Virtually everyone interviewed for this story warned that IP is highly perishable. Once the secret is out, it’s out. And the consequences can be dire.

Prescott Winter, CTO of the public sector for HP Enterprise Security Products, was advising a small high-tech company that was hit by the Google Aurora attacks in 2010. This company spent a significant portion of its revenue on research and development.

“They only had about nine months of profit on their new products, about a 35 percent to 40 percent return on investment,” says Winter. After that, the return rates dropped off. “The advantage they had dissipated immediately. They had overlapping nine- to 12-month bumps in revenue. If three of those high-revenue product cycles in a row were to be damaged or destroyed because a competitor gets the information, game over.” Post-Aurora, the company was forced to shut down.

“They were unable to respond before their future was stolen,” says Winter. “So many companies are hanging by a thread.” In the words of the patent lawyer, don’t let this be you.

The IP landscape

Your company’s intellectual property may encompass a wider range of items than you’ve considered, including:

Patents. This is usually fairly straightforward. If your firm was granted one or more patents, you or your legal department will be charged with defending it (that is, detecting and suing over possible infringement). Less clear-cut: When other companies or patent trolls claim your firm is infringing their patents. It happens every day. In industries like high tech, companies routinely infringe each other’s patents via reverse-engineering, according to an industry insider, and then negotiate to decide a reasonable licensing fee post-facto.

Copyrighted material. When an author creates a written work, a natural copyright (that is, the right to exclude others from copying that work) arises. This natural copyright exists even without registering a formal copyright and using the © symbol, but if the document or work is important, you should take the time to register its copyright.

Trademarked names or logos. If your corporate name or logo carries a trademark, create usage policies for employees and business partners to follow or risk diluting the value of your IP.

Ideas. These are amorphous and generally exist in unstructured form (often in people’s heads) and so can be difficult to protect. Most important here is to have a written agreement in place from the beginning of the person’s employment or the start of the partnership so all parties understand who owns what in the case of a later claim.

Trade secrets (including recipes, ideas, transcripts, notes, presentations). This category covers any manifestation of value to the corporation for which you prefer not to seek formal IP protection, due to competitive or other reasons. The object here is to make sure the secret remains safe from prying eyes. You should seek the highest information security for this type of information, including encryption and multi-factor authentication. And don’t skimp on the employee and partner education and security policies.

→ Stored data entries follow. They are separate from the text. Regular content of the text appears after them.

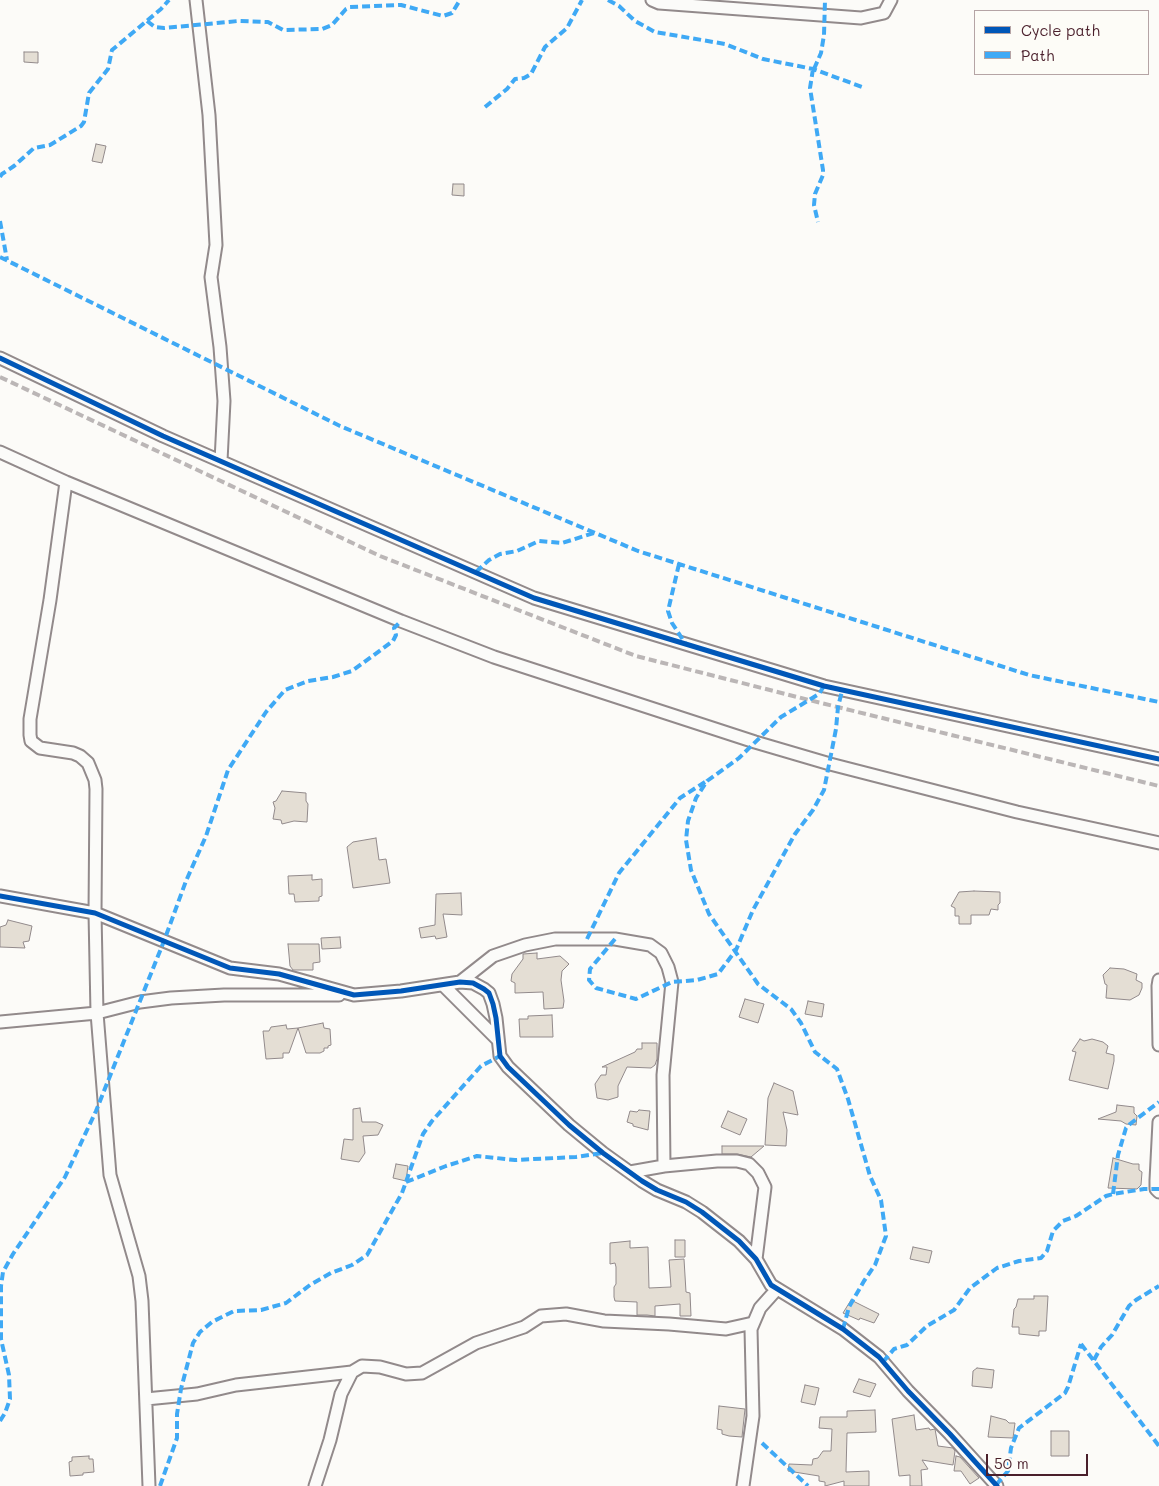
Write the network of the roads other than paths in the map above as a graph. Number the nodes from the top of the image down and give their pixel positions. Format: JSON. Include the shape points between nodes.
{"nodes":[{"id":1,"x":196,"y":0,"type":"edge"},
{"id":2,"x":652,"y":0,"type":"edge"},
{"id":3,"x":891,"y":0,"type":"edge"},
{"id":4,"x":0,"y":358,"type":"edge"},
{"id":5,"x":0,"y":452,"type":"edge"},
{"id":6,"x":221,"y":461,"type":"junction"},
{"id":7,"x":66,"y":482,"type":"junction"},
{"id":8,"x":1159,"y":759,"type":"edge"},
{"id":9,"x":1159,"y":843,"type":"edge"},
{"id":10,"x":0,"y":896,"type":"edge"},
{"id":11,"x":95,"y":914,"type":"junction"},
{"id":12,"x":1159,"y":980,"type":"edge"},
{"id":13,"x":460,"y":982,"type":"junction"},
{"id":14,"x":443,"y":985,"type":"junction"},
{"id":15,"x":354,"y":995,"type":"junction"},
{"id":16,"x":97,"y":1013,"type":"junction"},
{"id":17,"x":0,"y":1022,"type":"edge"},
{"id":18,"x":498,"y":1040,"type":"junction"},
{"id":19,"x":1159,"y":1045,"type":"edge"},
{"id":20,"x":1159,"y":1122,"type":"edge"},
{"id":21,"x":664,"y":1166,"type":"junction"},
{"id":22,"x":630,"y":1172,"type":"junction"},
{"id":23,"x":1159,"y":1192,"type":"edge"},
{"id":24,"x":756,"y":1259,"type":"junction"},
{"id":25,"x":777,"y":1289,"type":"junction"},
{"id":26,"x":753,"y":1323,"type":"junction"},
{"id":27,"x":352,"y":1372,"type":"junction"},
{"id":28,"x":146,"y":1398,"type":"junction"},
{"id":29,"x":149,"y":1486,"type":"edge"},
{"id":30,"x":315,"y":1486,"type":"edge"},
{"id":31,"x":743,"y":1486,"type":"edge"},
{"id":32,"x":997,"y":1486,"type":"edge"}],
"edges":[{"from":1,"to":6,"type":"street","via":[[209,115],[216,245],[210,277],[224,401]]},
{"from":2,"to":3,"type":"street","via":[[861,18],[884,13]]},
{"from":4,"to":6,"type":"street"},
{"from":5,"to":7,"type":"street"},
{"from":6,"to":8,"type":"street","via":[[534,598],[824,686]]},
{"from":7,"to":9,"type":"street","via":[[503,660],[830,764],[1017,812]]},
{"from":7,"to":11,"type":"street","via":[[29,726],[34,744],[80,756],[88,763],[95,780]]},
{"from":10,"to":11,"type":"street"},
{"from":11,"to":15,"type":"street","via":[[230,968],[279,974]]},
{"from":11,"to":16,"type":"street"},
{"from":12,"to":19,"type":"street"},
{"from":13,"to":14,"type":"street"},
{"from":13,"to":18,"type":"street","via":[[473,982],[489,994]]},
{"from":13,"to":21,"type":"street","via":[[493,956],[554,939],[616,939],[650,945],[661,953],[672,982],[663,1075]]},
{"from":14,"to":15,"type":"street"},
{"from":14,"to":18,"type":"street"},
{"from":15,"to":16,"type":"street","via":[[171,998]]},
{"from":16,"to":17,"type":"street"},
{"from":16,"to":28,"type":"street","via":[[110,1175],[139,1276]]},
{"from":18,"to":22,"type":"street","via":[[500,1056],[508,1067],[569,1124]]},
{"from":20,"to":23,"type":"street","via":[[1156,1189]]},
{"from":21,"to":22,"type":"street"},
{"from":21,"to":24,"type":"street","via":[[737,1161],[754,1168],[765,1188]]},
{"from":22,"to":24,"type":"street","via":[[657,1190],[702,1212]]},
{"from":24,"to":25,"type":"street","via":[[771,1285]]},
{"from":25,"to":26,"type":"street","via":[[760,1308]]},
{"from":25,"to":32,"type":"street","via":[[843,1329],[879,1357]]},
{"from":26,"to":27,"type":"street","via":[[726,1330],[604,1321],[566,1314],[541,1316],[524,1327],[476,1343],[422,1374],[362,1366]]},
{"from":26,"to":31,"type":"street","via":[[750,1330],[752,1416]]},
{"from":27,"to":28,"type":"street"},
{"from":27,"to":30,"type":"street","via":[[340,1394]]},
{"from":28,"to":29,"type":"street"}]}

Mark Itri, a patent attorney with law firm McDermott Will and Emery, was on a plane going to visit a major airplane manufacturer when he overhead a conversation, apparently among employees, about the schematics for the next generation of jet engines.

“They were talking really loud. Everyone could hear. All over the schematics were the words ‘confidential and proprietary,’” says Itri.

He promptly walked into the airplane maker’s offices and said, “This is how you lose your trade secrets.”